Boyles explains that Kentucky’s on-demand writing assessment was added to provide another look at student writing and to guard against “over-conferencing the writing portfolio.” While schools posting a significant performance difference between the two measures are encouraged to review their practices, Boyles says many students receive comparable scores on the two instruments.
Boyles says the state “is planning to make some changes to its writing assessment program for 2007, but the Kentucky Board of Education continues to be committed to the writing portfolio.”
Focusing on Good Writing Instruction
Educators across the country are seeking ways to deliver solid writing instruction in the midst of testing pressures. What will those who attend NCTE’s Writing Workshops learn? Presenters Leila Christenbury, Anne Ruggles Gere, and Kelly Sassi, who have authored Writing on Demand: Best Practices and Strategies for Success, will keep the focus on good writing instruction.
Leila Christenbury, professor of English education at Virginia Commonwealth University in Richmond, Virginia, and a former NCTE President, explains that good writing assessments offer students room to express themselves. “The best writing tests offer a genuinely open forum which allows students to take informed stands and to offer real opinions. When prompts are so structured that it is clear to the writer that there is no choice in rhetorical stance, we have created an artificial—and ultimately useless—exercise.”

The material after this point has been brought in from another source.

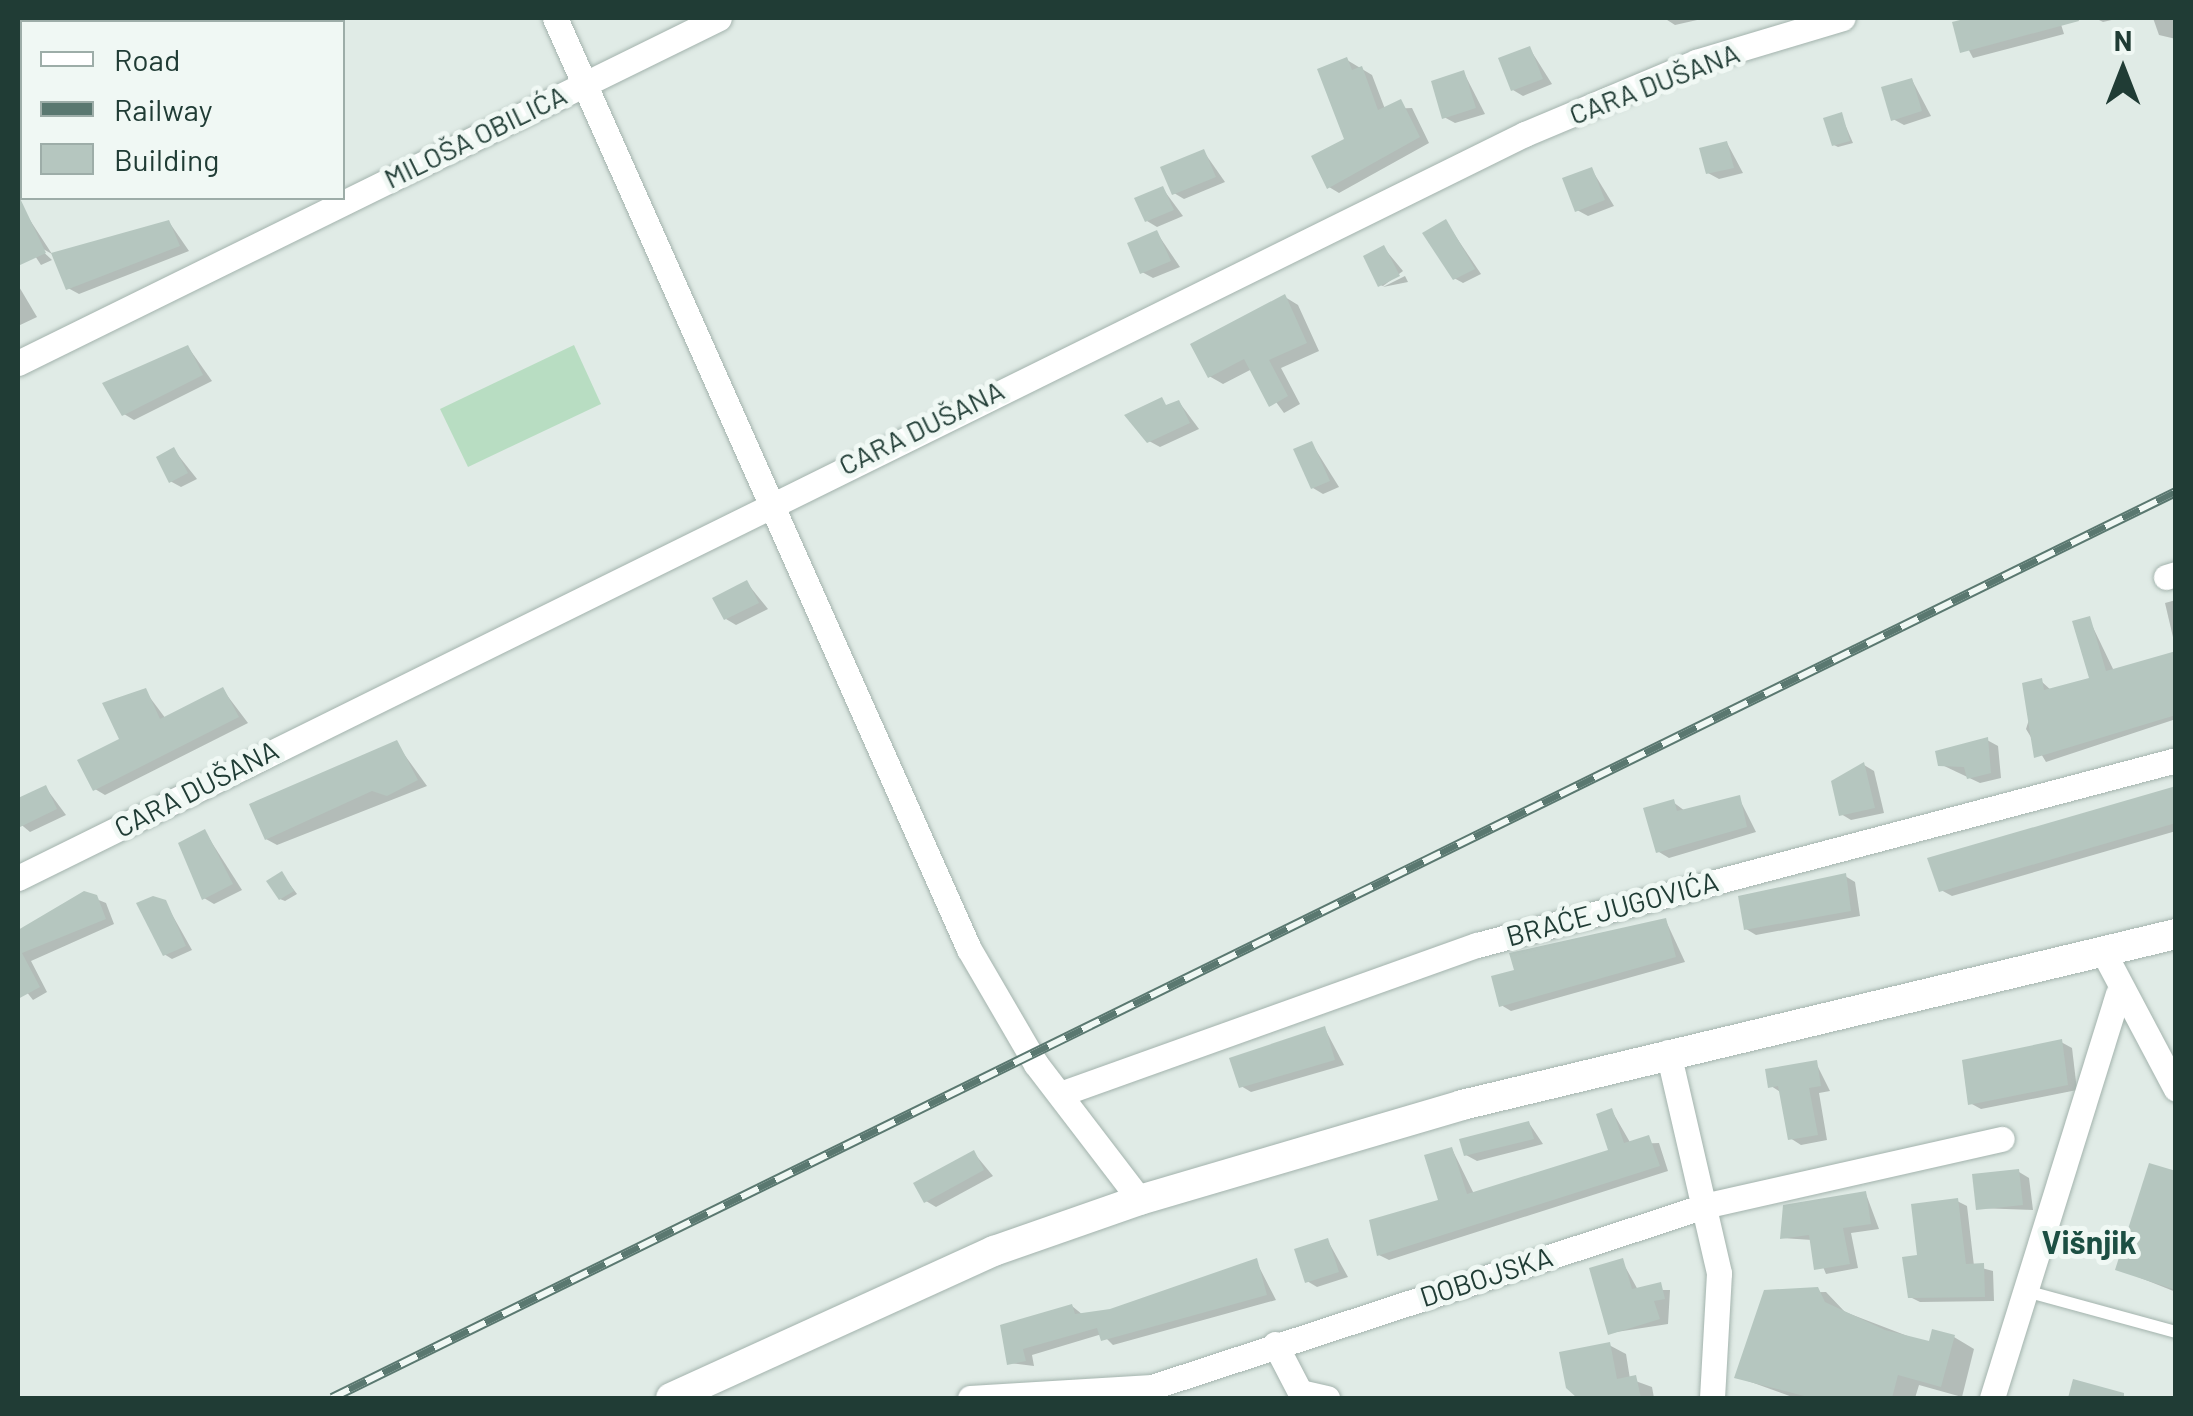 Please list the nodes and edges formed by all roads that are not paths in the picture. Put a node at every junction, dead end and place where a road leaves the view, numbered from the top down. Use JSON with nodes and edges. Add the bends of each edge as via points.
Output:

Christenbury makes clear that “using recursive and multi-part, multi-day processes of writing in the classroom is still our goal and ideal.” She explains that within this, teachers can help students prepare for timed writing tests by demonstrating how to use abbreviated aspects of a writing process. She says teachers also can help students learn to rhetorically analyze and address writing prompts.
Anne Ruggles Gere, professor of English and education at the University of Michigan, Ann Arbor, and a Past President of NCTE, adds, “Good writing instruction is rhetorically based. That is, there is attention to the audience and the purpose, and the same is true for writing in response to test prompts.
“Students need to learn to read prompts, just as they need to learn to read a variety of other texts. [They need] to understand what is being called for and to learn how to respond to the demands of such ‘assignments.’ [They also need] to demonstrate awareness of the explicit or implied audience. I’d even go so far as to say that thinking carefully about test prompts can help teachers improve the assignments they give regularly in classes.”
Kelly Sassi, who taught high school and is now a doctoral student at the University of Michigan, says it’s vital in “the testing-intensive environment” to hold fast to a goal of encouraging students to think critically and independently. She says these skills will help students do well on tests and help them succeed in life’s myriad writing demands.
Sassi plans to stress this message during the workshops: “Keep doing what you do best—helping students learn how to become well-rounded, thoughtful writers who are confident in their ability to write well for a variety of audiences in a variety of forms. Timed essays are just one of those forms.”